** INFORMATION GIVEN follows **

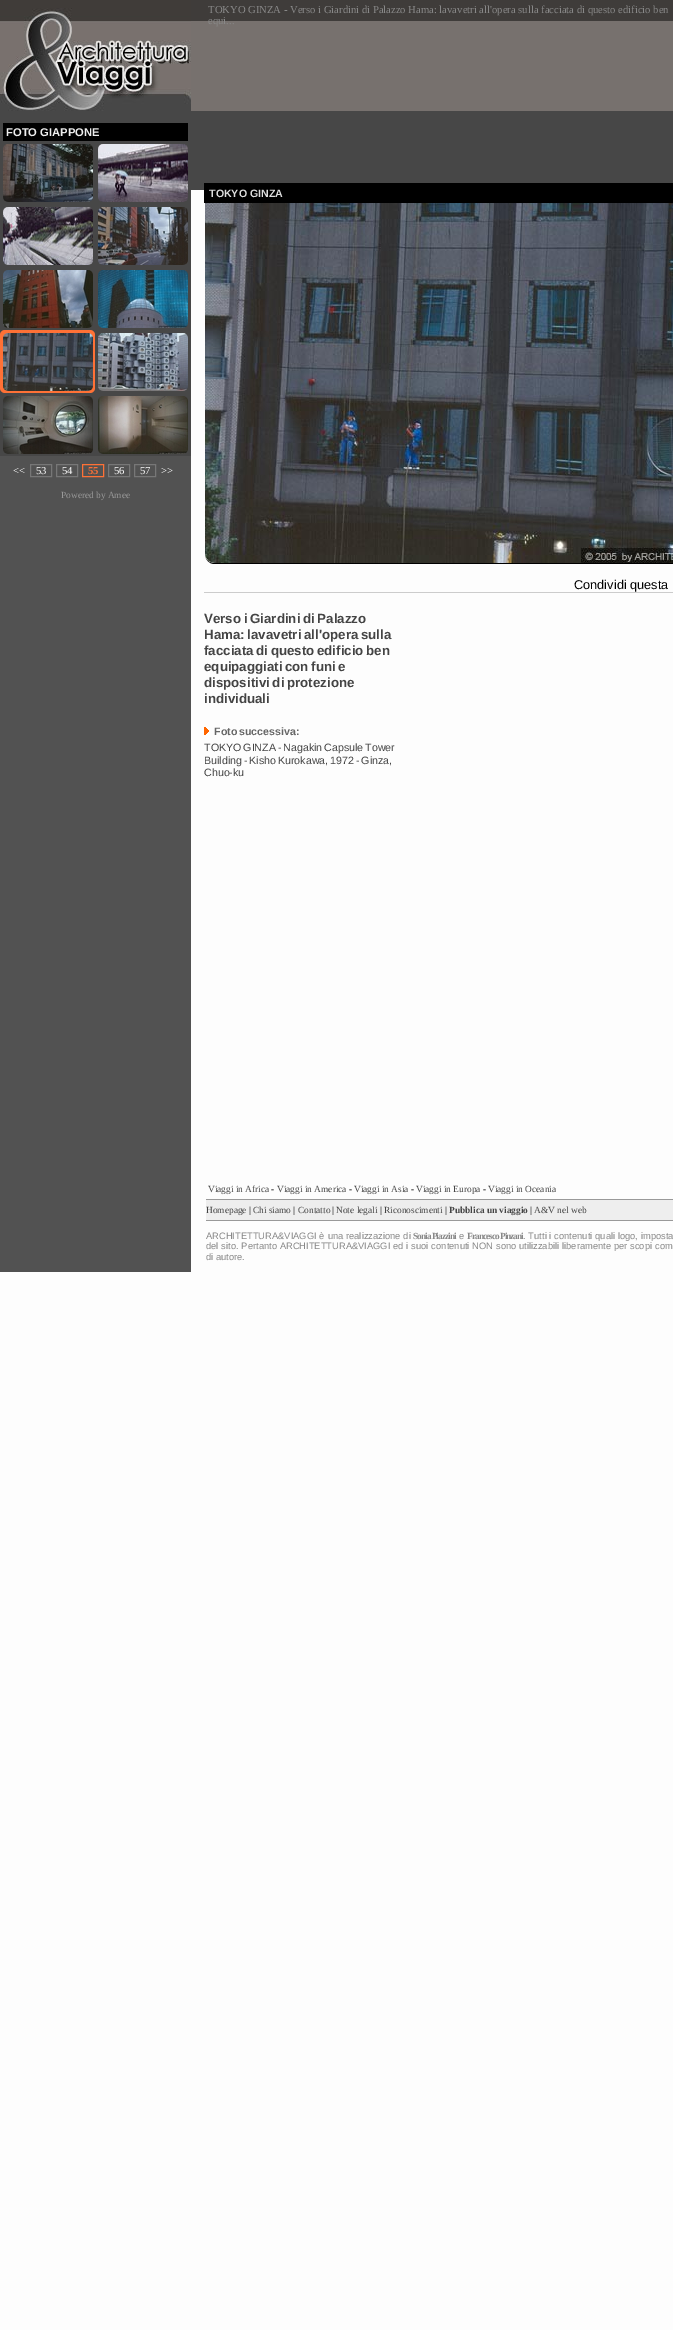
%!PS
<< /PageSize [673 2330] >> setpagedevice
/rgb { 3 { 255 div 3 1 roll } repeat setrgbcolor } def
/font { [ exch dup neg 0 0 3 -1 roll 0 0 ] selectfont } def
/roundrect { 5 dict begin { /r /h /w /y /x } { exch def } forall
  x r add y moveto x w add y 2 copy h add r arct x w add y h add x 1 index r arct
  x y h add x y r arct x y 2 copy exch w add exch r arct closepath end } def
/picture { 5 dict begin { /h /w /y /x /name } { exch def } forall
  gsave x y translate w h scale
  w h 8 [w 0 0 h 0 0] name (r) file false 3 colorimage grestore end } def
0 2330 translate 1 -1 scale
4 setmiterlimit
253 253 253 rgb
0 0 673 2330 rectfill
(img/1.rgb) 191 0 482 190 picture
82 82 82 rgb
0 456 191 816 rectfill
71 71 71 rgb
0 111 191 345 rectfill
(img/2.rgb) 0 0 191 111 picture
0 0 0 rgb
3 123 185 18 rectfill
(img/3.rgb) 3 144 90 58 picture
(img/4.rgb) 98 144 90 58 picture
(img/5.rgb) 3 207 90 58 picture
(img/6.rgb) 98 207 90 58 picture
(img/7.rgb) 3 270 90 58 picture
(img/8.rgb) 98 270 90 58 picture
255 113 54 rgb
0 330 95 63 5 roundrect fill
(img/9.rgb) 3 333 90 58 picture
(img/10.rgb) 98 333 90 58 picture
(img/11.rgb) 3 396 90 58 picture
(img/12.rgb) 98 396 90 58 picture
119 119 119 rgb
30.5 464.5 21 12 rectstroke
56.5 464.5 21 12 rectstroke
255 113 54 rgb
82.5 464.5 21 12 rectstroke
119 119 119 rgb
108.5 464.5 21 12 rectstroke
134.5 464.5 21 12 rectstroke
0 0 0 rgb
204 183 469 20 rectfill
205 203 moveto 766 203 lineto 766 554 lineto 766 560 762 564 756 564 curveto 215 564 lineto 209 564 205 560 205 554 curveto closepath 205 203 moveto 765 203 lineto 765 554 lineto 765 559 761 563 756 563 curveto 215 563 lineto 209 563 205 559 205 554 curveto closepath eofill
(img/13.rgb) 205 203 468 360 picture
204 204 204 rgb
204 592 469 1 rectfill
(img/14.rgb) 204 727 5 8 picture
[
  [206 1199 467 1 153 153 153]
  [206 1200 467 20 238 238 238]
  [206 1220 467 1 153 153 153]
] { aload pop rgb rectfill } forall
/LiberationSerif-Regular 10.65 font
136 136 136 rgb
208 13 moveto (TOKYO GINZA - Verso i Giardini di Palazzo Hama: lavavetri all'opera sulla facciata di questo edificio ben) show
208 24 moveto (equi...) show
/LiberationSans-Bold 11.25 font
238 238 238 rgb
6 136 moveto (FOTO GIAPPONE) show
/LiberationSerif-Regular 10.65 font
252 252 252 rgb
[
  [(<<) 13 474]
  [(53) 36 474]
  [(54) 62 474]
] { aload pop moveto show } forall
/LiberationSerif-Bold 10.65 font
255 113 54 rgb
88 474 moveto (55) show
/LiberationSerif-Regular 10.65 font
252 252 252 rgb
[
  [(56) 114 474]
  [(57) 140 474]
  [(>>) 161 474]
] { aload pop moveto show } forall
/LiberationSerif-Regular 9.35 font
153 153 153 rgb
61 498 moveto (Powered by Amee) show
/LiberationSans-Bold 10.65 font
221 221 221 rgb
209 197 moveto (TOKYO GINZA) show
/LiberationSans-Regular 12.75 font
0 0 0 rgb
574 589 moveto (Condividi questa) show
/LiberationSans-Bold 13.3 font
68 68 68 rgb
204 623 moveto -1 0 32 (Verso i Giardini di Palazzo) widthshow
204 639 moveto -1 0 32 (Hama: lavavetri all'opera sulla) widthshow
204 655 moveto -1 0 32 (facciata di questo edificio ben) widthshow
204 671 moveto -1 0 32 (equipaggiati con funi e) widthshow
204 687 moveto -1 0 32 (dispositivi di protezione) widthshow
204 703 moveto (individuali) show
/LiberationSans-Bold 10.65 font
102 102 102 rgb
214 735 moveto -1 0 32 (Foto successiva:) widthshow
/LiberationSans-Regular 10.65 font
68 68 68 rgb
204 751 moveto -1 0 32 (TOKYO GINZA - Nagakin Capsule Tower) widthshow
204 764 moveto -1 0 32 (Building - Kisho Kurokawa, 1972 - Ginza,) widthshow
204 776 moveto (Chuo-ku) show
/LiberationSerif-Regular 9.35 font
208 1192 moveto (Viaggi in Africa) show
0 0 0 rgb
271 1192 moveto (-) show
68 68 68 rgb
277 1192 moveto (Viaggi in America) show
0 0 0 rgb
349 1192 moveto (-) show
68 68 68 rgb
354 1192 moveto (Viaggi in Asia) show
0 0 0 rgb
411 1192 moveto (-) show
68 68 68 rgb
416 1192 moveto (Viaggi in Europa) show
0 0 0 rgb
483 1192 moveto (-) show
68 68 68 rgb
488 1192 moveto (Viaggi in Oceania) show
206 1213 moveto (Homepage) show
0 0 0 rgb
249 1213 moveto (|) show
68 68 68 rgb
253 1213 moveto (Chi siamo) show
0 0 0 rgb
293 1213 moveto (|) show
68 68 68 rgb
298 1213 moveto (Contatto) show
0 0 0 rgb
332 1213 moveto (|) show
68 68 68 rgb
336 1213 moveto (Note legali) show
0 0 0 rgb
380 1213 moveto (|) show
68 68 68 rgb
384 1213 moveto (Riconoscimenti) show
0 0 0 rgb
445 1213 moveto (|) show
/LiberationSerif-Bold 9.35 font
68 68 68 rgb
449 1213 moveto (Pubblica un viaggio) show
/LiberationSerif-Regular 9.35 font
0 0 0 rgb
530 1213 moveto (|) show
68 68 68 rgb
534 1213 moveto (A&V nel web) show
/LiberationSans-Regular 9.35 font
136 136 136 rgb
206 1239 moveto 0.25 0 32 (ARCHITETTURA&VIAGGI è una realizzazione di) widthshow
/LiberationSerif-Bold 9.35 font
413 1239 moveto -1 0 (Sonia Piazzini) ashow
/LiberationSans-Regular 9.35 font
459 1239 moveto (e) show
/LiberationSerif-Bold 9.35 font
467 1239 moveto -1 0 (Francesco Pinzani) ashow
/LiberationSans-Regular 9.35 font
523 1239 moveto 0.25 0 32 (. Tutti i contenuti quali logo, imposta) widthshow
206 1249 moveto 0.3 0 32 (del sito. Pertanto ARCHITETTURA&VIAGGI ed i suoi contenuti NON sono utilizzabili liberamente per scopi com) widthshow
206 1260 moveto (di autore.) show
showpage
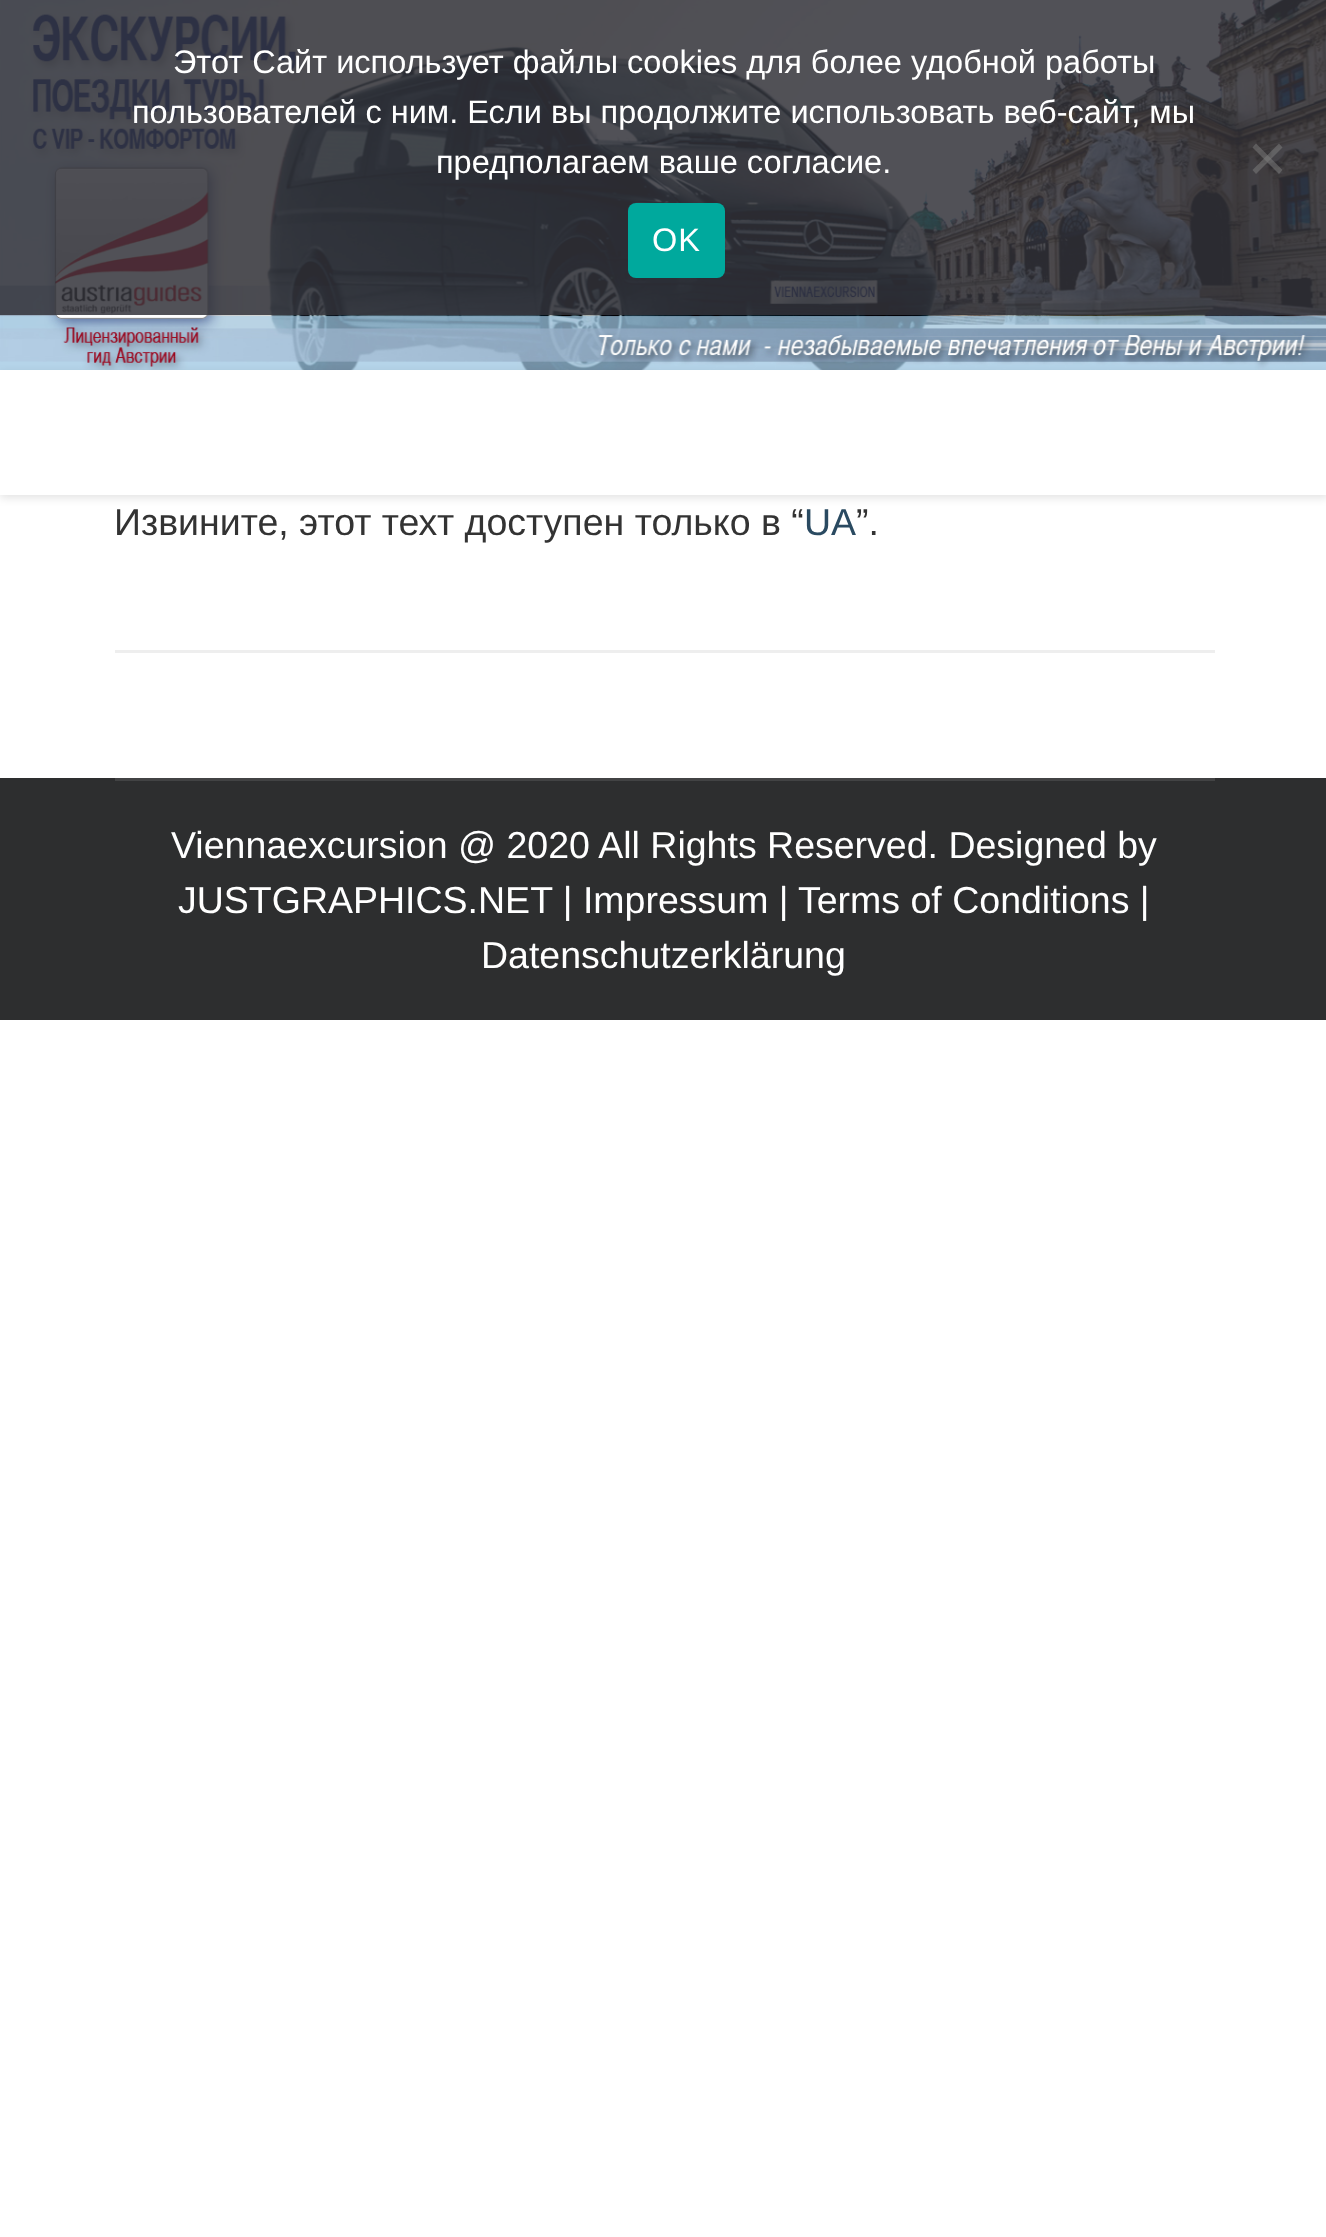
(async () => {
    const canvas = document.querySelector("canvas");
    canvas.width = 1326;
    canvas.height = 2237;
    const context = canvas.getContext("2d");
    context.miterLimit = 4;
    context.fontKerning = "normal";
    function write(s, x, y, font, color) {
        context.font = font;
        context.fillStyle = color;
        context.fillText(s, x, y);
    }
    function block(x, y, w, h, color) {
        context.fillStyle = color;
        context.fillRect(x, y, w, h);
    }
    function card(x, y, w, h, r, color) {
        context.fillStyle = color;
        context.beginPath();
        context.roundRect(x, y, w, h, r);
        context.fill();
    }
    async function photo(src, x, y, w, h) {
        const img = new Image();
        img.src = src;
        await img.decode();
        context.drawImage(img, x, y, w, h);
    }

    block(0, 0, 1326, 2237, "rgb(255, 255, 255)");
    await photo("media/1.png", 0, 0, 1326, 370);
    block(0, 0, 1326, 315, "rgba(50, 50, 58, 0.85)");
    write("Этот Сайт использует файлы cookies для более удобной работы", 173, 73, "32.5px Liberation Sans", "rgb(255, 255, 255)");
    write("пользователей с ним. Если вы продолжите использовать веб-сайт, мы", 132, 123, "32.5px Liberation Sans", "rgb(255, 255, 255)");
    write("предполагаем ваше согласие.", 436, 173, "32.5px Liberation Sans", "rgb(255, 255, 255)");
    context.fillStyle = "rgba(128, 128, 128, 0.5)";
    context.beginPath();
    context.moveTo(1279, 143.5);
    context.lineTo(1282.5, 147.5);
    context.lineTo(1256, 174);
    context.lineTo(1252.5, 170);
    context.closePath();
    context.fill();
    context.beginPath();
    context.moveTo(1252.5, 147.5);
    context.lineTo(1256, 143.5);
    context.lineTo(1282.5, 170);
    context.lineTo(1279, 174);
    context.closePath();
    context.fill();
    card(628, 203, 97, 75, 8, "rgb(0, 169, 157)");
    context.letterSpacing = "1px";
    write("OK", 652, 251, "32.5px Liberation Sans", "rgb(255, 255, 255)");
    context.save();
    context.beginPath();
    context.moveTo(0, 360);
    context.lineTo(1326, 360);
    context.lineTo(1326, 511);
    context.lineTo(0, 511);
    context.closePath();
    context.moveTo(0, 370);
    context.lineTo(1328, 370);
    context.lineTo(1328, 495);
    context.lineTo(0, 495);
    context.closePath();
    context.clip("evenodd");
    context.fillStyle = "rgba(0, 0, 0, 0.11)";
    context.filter = "blur(4px)";
    context.beginPath();
    context.rect(0, 373, 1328, 125);
    context.fill();
    context.filter = "none";
    context.restore();
    context.letterSpacing = "0px";
    write("Извините, этот техт доступен только в “", 114, 535, "37.5px Liberation Sans", "rgb(51, 51, 51)");
    write("UA", 804, 535, "37.5px Liberation Sans", "rgb(42, 74, 97)");
    write("”.", 856, 535, "37.5px Liberation Sans", "rgb(51, 51, 51)");
    block(115, 650, 1100, 3, "rgb(238, 238, 238)");
    block(0, 778, 1326, 242, "rgb(45, 46, 47)");
    block(115, 778, 1100, 3, "rgb(66, 67, 68)");
    write("Viennaexcursion @ 2020 All Rights Reserved. Designed by", 171, 858, "37.5px Liberation Sans", "rgb(255, 255, 255)");
    write("JUSTGRAPHICS.NET | Impressum |", 178, 913, "37.5px Liberation Sans", "rgb(255, 255, 255)");
    write("Terms of Conditions |", 798, 913, "37.5px Liberation Sans", "rgb(255, 255, 255)");
    write("Datenschutzerklärung", 481, 968, "37.5px Liberation Sans", "rgb(255, 255, 255)");
})();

** End of INFORMATION GIVEN **

● PROBLEM TO WORK ON
Filter the entries above and copy only the lines that hold "dict".

● EXERCISE RESPONSE
/roundrect { 5 dict begin { /r /h /w /y /x } { exch def } forall
/picture { 5 dict begin { /h /w /y /x /name } { exch def } forall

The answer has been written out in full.